Your output should be the lines of the entries below, exactly, from the first one through the line that holds "Road topology of".

= Stored data entries =
+++++

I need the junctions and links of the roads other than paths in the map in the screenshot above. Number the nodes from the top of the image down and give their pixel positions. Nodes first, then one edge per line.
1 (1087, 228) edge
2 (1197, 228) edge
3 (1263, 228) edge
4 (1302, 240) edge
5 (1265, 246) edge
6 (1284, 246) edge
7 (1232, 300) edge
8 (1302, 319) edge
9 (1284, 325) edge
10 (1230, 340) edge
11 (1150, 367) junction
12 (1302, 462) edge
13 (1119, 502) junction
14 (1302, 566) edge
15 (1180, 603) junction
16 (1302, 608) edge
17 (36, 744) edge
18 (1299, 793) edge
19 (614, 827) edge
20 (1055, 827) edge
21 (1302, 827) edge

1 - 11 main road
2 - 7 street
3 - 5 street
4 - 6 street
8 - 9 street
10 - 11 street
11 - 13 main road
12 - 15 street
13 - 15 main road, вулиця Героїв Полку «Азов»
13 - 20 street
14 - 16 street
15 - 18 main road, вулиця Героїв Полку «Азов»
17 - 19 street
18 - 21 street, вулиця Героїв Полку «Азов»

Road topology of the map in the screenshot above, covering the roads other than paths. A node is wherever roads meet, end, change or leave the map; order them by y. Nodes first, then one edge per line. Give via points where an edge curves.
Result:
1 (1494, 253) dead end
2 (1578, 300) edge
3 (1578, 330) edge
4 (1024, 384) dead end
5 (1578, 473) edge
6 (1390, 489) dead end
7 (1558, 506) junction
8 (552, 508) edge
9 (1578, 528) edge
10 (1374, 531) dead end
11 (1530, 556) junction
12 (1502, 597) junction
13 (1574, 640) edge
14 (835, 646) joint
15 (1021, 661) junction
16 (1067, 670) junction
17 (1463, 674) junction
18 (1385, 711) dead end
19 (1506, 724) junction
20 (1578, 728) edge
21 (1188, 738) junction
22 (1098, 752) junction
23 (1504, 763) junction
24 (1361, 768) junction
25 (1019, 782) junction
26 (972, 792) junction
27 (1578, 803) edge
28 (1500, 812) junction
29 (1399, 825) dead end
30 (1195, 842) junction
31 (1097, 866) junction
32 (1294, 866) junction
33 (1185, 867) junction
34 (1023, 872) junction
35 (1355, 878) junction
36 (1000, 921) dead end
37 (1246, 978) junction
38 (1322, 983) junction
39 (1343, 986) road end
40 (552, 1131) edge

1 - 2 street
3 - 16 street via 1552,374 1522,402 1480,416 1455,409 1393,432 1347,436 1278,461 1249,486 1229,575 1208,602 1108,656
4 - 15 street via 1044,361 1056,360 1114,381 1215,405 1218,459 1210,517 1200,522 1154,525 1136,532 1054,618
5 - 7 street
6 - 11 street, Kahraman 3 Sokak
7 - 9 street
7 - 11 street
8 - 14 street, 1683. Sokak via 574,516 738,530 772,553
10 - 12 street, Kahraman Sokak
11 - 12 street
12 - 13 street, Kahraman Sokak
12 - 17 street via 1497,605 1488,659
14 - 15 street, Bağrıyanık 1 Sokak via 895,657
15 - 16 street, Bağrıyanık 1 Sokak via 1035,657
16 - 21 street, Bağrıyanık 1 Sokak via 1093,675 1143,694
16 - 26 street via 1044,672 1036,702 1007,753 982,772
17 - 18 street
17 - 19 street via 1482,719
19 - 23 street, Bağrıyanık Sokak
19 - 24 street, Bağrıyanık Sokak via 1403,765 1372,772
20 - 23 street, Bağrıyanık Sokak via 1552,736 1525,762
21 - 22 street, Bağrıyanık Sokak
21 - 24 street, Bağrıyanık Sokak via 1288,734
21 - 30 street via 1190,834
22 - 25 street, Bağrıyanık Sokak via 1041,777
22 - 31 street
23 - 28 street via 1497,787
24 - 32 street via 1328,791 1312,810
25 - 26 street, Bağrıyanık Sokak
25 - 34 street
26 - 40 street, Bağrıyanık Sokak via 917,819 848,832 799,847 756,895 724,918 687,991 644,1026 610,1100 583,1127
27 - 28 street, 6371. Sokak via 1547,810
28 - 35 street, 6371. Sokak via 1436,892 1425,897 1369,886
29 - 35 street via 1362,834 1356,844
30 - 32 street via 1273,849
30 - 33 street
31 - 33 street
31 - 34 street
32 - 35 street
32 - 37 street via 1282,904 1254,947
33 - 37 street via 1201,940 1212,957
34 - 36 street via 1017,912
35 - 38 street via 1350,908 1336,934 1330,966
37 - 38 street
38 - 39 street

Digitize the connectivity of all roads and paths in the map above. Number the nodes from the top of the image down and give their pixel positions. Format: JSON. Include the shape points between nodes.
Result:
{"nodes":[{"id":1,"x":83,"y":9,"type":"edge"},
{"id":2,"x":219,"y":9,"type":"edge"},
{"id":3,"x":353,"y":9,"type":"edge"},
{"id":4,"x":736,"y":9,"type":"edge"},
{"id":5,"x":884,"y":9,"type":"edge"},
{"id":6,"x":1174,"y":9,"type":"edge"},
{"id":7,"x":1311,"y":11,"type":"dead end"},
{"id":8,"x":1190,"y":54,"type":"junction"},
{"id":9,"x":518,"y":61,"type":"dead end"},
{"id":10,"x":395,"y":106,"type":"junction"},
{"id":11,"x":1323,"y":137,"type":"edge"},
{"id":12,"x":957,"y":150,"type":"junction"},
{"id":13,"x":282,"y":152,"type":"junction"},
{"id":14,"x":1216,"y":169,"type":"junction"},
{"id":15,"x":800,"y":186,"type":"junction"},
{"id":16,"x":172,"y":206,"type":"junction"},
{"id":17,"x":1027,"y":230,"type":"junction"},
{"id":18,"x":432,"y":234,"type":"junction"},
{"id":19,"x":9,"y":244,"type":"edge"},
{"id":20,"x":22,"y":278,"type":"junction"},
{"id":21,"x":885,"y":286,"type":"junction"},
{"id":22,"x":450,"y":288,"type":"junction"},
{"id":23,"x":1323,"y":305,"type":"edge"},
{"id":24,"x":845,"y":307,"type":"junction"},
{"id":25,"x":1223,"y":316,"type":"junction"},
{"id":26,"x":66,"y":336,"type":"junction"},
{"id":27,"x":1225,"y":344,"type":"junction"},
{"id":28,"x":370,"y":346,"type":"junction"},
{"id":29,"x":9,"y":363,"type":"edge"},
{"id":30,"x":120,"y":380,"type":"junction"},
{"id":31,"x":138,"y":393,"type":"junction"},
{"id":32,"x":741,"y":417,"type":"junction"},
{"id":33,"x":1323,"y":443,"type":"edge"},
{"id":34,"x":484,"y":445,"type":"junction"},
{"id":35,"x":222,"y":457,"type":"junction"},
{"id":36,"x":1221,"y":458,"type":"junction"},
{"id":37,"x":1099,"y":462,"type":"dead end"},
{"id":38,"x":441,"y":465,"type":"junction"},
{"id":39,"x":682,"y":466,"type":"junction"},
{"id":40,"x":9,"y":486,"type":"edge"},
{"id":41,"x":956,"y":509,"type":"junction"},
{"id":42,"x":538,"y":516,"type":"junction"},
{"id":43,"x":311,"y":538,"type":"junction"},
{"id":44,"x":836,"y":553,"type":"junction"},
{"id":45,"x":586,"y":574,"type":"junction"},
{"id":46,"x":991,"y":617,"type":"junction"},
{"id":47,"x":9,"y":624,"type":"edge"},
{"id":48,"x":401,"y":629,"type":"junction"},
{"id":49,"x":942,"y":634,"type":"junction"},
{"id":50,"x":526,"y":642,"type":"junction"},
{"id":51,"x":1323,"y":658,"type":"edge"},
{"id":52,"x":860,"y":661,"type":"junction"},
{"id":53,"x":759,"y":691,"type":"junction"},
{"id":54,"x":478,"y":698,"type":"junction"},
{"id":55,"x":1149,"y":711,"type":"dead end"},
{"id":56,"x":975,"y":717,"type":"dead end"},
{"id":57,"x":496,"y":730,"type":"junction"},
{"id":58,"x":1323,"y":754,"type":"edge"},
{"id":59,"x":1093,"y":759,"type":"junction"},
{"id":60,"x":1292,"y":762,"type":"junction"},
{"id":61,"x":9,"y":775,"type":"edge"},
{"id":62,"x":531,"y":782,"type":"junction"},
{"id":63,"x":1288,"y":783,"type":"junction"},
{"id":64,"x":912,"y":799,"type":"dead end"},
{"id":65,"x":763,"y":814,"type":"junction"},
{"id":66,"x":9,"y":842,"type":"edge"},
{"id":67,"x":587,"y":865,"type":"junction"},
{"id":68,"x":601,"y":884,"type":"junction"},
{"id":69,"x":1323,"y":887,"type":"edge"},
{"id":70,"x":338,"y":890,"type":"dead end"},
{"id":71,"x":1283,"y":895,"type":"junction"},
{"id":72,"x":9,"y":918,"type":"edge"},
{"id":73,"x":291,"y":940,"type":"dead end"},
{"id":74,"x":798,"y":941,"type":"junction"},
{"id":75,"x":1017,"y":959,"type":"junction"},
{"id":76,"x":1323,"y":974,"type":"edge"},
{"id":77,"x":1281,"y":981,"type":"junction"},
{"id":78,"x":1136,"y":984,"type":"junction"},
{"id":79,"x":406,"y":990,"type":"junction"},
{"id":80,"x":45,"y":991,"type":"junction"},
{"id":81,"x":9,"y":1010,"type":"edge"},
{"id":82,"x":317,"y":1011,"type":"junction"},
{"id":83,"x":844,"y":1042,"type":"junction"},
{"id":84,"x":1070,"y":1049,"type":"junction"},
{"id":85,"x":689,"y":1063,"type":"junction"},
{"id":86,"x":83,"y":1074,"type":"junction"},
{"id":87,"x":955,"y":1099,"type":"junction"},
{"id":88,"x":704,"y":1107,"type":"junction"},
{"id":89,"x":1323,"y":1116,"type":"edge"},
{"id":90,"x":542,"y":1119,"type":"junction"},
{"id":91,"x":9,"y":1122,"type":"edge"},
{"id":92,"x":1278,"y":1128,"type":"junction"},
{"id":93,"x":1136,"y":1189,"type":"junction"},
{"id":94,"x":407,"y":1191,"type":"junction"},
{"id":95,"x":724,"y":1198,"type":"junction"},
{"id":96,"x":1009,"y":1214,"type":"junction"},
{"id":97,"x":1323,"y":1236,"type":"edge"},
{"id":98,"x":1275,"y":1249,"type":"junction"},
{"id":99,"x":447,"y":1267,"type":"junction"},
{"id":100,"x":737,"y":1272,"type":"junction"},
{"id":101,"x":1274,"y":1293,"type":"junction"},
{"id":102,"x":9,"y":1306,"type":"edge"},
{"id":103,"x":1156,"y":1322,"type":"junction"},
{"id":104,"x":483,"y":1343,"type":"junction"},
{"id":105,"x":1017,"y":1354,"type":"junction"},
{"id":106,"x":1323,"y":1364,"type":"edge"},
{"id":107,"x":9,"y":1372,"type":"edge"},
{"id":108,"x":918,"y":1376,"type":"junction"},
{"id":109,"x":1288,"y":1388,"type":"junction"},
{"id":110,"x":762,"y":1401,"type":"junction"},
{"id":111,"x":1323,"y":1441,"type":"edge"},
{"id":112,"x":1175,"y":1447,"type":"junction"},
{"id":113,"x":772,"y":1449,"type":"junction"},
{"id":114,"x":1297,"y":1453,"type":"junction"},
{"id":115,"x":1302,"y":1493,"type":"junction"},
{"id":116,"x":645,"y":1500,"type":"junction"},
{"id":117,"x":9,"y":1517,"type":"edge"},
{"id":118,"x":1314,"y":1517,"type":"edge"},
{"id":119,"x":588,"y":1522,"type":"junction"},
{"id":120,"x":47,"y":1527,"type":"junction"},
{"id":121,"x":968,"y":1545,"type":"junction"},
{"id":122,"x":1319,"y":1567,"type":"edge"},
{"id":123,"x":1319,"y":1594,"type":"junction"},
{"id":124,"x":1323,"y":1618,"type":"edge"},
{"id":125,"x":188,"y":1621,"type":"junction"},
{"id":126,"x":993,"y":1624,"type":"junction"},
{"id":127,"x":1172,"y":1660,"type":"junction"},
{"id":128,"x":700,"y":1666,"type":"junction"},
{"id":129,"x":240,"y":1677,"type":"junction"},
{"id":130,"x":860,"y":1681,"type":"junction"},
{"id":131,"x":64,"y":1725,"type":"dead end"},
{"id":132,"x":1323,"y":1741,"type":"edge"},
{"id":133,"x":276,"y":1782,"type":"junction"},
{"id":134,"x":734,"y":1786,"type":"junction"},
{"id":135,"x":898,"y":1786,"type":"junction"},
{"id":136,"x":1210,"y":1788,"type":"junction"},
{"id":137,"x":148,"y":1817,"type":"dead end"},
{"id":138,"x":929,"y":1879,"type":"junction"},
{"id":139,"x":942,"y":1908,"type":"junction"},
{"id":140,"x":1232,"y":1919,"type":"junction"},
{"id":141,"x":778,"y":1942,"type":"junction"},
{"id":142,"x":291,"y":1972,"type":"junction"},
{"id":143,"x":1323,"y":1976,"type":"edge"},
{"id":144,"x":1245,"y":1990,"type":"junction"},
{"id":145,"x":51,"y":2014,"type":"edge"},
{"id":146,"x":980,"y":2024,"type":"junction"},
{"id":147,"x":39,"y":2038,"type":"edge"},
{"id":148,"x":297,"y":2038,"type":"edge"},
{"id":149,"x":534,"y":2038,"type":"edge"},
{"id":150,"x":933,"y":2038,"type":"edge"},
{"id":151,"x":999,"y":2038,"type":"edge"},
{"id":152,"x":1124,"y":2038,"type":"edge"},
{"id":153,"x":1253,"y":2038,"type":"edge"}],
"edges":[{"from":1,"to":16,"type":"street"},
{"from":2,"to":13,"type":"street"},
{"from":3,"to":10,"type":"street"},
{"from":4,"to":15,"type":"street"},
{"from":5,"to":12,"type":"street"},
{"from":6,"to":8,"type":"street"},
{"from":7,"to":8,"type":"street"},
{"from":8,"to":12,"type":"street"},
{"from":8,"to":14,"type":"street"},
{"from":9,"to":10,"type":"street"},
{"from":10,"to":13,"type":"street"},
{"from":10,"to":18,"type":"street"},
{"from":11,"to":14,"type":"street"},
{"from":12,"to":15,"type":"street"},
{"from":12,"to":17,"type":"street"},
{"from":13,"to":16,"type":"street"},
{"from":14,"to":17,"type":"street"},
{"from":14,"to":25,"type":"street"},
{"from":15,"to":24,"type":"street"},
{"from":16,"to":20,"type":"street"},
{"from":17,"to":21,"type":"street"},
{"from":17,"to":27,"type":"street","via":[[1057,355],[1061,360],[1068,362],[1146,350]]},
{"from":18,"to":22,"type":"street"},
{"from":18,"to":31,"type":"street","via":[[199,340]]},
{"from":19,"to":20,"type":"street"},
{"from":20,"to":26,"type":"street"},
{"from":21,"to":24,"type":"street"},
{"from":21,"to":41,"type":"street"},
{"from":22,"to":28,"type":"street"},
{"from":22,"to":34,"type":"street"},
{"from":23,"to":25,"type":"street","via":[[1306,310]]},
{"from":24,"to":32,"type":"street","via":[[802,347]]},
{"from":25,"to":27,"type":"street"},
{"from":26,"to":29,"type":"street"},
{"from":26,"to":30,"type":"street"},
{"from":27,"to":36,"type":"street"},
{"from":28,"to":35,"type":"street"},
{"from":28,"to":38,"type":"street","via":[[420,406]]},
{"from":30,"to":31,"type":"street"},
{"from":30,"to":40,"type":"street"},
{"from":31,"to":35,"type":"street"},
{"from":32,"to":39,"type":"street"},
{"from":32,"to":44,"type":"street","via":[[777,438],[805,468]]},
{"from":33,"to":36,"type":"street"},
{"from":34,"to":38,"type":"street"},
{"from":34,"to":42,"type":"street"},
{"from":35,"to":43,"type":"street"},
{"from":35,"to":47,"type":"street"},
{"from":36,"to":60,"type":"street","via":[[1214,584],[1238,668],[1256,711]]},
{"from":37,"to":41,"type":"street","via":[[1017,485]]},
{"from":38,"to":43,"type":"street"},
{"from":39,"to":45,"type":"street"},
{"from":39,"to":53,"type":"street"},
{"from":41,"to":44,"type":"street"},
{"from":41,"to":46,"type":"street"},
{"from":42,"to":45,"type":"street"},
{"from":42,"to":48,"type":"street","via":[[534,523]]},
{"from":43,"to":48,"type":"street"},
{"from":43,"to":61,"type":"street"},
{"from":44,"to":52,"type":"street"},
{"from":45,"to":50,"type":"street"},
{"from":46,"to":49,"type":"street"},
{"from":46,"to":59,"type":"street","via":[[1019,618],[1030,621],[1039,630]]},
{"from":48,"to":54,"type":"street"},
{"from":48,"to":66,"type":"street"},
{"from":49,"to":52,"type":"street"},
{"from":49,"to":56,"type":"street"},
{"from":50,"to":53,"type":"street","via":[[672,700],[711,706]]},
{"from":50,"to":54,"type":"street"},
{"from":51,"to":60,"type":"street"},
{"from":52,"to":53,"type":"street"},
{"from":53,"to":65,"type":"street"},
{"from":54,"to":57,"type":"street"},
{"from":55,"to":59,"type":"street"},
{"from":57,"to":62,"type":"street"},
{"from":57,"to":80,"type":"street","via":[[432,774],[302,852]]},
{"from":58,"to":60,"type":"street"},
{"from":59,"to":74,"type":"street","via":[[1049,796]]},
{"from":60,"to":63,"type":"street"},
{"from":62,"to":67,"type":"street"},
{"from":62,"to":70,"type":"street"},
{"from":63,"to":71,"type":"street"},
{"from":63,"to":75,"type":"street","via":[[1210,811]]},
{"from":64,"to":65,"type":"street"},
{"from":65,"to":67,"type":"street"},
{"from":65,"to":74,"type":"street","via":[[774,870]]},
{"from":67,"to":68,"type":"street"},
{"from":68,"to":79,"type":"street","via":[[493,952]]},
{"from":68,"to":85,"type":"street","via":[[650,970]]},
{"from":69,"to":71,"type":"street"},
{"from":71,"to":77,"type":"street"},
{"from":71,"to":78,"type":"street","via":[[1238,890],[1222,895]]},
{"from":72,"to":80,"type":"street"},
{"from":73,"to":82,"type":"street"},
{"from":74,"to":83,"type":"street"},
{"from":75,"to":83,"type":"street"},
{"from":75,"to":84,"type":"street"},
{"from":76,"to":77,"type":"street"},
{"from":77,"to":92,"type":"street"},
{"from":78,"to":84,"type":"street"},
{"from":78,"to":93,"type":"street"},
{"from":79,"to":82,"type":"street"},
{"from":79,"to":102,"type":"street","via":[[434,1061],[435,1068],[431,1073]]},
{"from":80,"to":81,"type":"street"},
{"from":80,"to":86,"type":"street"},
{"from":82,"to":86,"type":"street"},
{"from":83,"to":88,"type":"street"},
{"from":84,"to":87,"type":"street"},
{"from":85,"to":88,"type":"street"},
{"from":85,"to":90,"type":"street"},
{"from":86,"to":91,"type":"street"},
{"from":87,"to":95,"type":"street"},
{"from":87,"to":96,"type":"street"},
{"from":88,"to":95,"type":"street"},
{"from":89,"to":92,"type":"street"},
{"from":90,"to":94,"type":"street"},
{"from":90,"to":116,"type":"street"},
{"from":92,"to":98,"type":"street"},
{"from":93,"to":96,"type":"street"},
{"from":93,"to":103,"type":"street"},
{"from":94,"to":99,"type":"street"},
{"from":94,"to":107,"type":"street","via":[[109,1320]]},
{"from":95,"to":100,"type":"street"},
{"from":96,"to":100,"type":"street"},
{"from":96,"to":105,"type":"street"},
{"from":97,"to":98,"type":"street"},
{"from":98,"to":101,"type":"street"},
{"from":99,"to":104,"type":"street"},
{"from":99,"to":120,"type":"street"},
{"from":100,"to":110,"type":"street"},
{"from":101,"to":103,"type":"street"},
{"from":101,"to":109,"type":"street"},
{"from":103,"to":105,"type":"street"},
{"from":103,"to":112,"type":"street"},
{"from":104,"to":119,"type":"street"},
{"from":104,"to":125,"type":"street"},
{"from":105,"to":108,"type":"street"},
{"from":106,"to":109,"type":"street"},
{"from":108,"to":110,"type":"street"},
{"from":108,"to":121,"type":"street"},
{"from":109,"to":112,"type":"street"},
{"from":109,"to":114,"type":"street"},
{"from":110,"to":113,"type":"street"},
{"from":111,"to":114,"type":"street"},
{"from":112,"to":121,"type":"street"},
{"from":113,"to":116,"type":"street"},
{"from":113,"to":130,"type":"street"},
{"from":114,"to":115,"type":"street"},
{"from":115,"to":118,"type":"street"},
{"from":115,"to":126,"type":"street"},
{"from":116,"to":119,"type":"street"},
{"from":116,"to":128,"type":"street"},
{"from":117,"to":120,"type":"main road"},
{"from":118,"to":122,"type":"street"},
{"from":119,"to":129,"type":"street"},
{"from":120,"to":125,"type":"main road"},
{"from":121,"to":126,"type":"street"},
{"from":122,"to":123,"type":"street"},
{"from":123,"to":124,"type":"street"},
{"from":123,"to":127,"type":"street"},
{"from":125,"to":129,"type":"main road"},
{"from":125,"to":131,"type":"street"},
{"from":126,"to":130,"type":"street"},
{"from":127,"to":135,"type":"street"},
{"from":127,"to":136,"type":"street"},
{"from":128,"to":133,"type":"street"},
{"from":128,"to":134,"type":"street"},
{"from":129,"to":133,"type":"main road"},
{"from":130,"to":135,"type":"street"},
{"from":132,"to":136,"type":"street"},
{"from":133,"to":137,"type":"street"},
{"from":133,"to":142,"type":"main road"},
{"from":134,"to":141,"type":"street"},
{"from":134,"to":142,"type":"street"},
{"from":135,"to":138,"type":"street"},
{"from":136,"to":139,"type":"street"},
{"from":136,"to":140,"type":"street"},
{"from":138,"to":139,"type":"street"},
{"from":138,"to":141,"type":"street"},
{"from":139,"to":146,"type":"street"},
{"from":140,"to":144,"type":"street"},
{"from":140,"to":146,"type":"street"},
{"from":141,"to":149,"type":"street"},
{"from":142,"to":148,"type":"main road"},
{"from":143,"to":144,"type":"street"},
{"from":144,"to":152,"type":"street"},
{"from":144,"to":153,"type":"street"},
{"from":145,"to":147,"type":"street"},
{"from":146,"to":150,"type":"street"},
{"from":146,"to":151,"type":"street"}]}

+++++

= RESULT =
I need the junctions and links of the roads other than paths in the map in the screenshot above. Number the nodes from the top of the image down and give their pixel positions. Nodes first, then one edge per line.
1 (1087, 228) edge
2 (1197, 228) edge
3 (1263, 228) edge
4 (1302, 240) edge
5 (1265, 246) edge
6 (1284, 246) edge
7 (1232, 300) edge
8 (1302, 319) edge
9 (1284, 325) edge
10 (1230, 340) edge
11 (1150, 367) junction
12 (1302, 462) edge
13 (1119, 502) junction
14 (1302, 566) edge
15 (1180, 603) junction
16 (1302, 608) edge
17 (36, 744) edge
18 (1299, 793) edge
19 (614, 827) edge
20 (1055, 827) edge
21 (1302, 827) edge

1 - 11 main road
2 - 7 street
3 - 5 street
4 - 6 street
8 - 9 street
10 - 11 street
11 - 13 main road
12 - 15 street
13 - 15 main road, вулиця Героїв Полку «Азов»
13 - 20 street
14 - 16 street
15 - 18 main road, вулиця Героїв Полку «Азов»
17 - 19 street
18 - 21 street, вулиця Героїв Полку «Азов»

Road topology of the map in the screenshot above, covering the roads other than paths. A node is wherever roads meet, end, change or leave the map; order them by y. Nodes first, then one edge per line. Give via points where an edge curves.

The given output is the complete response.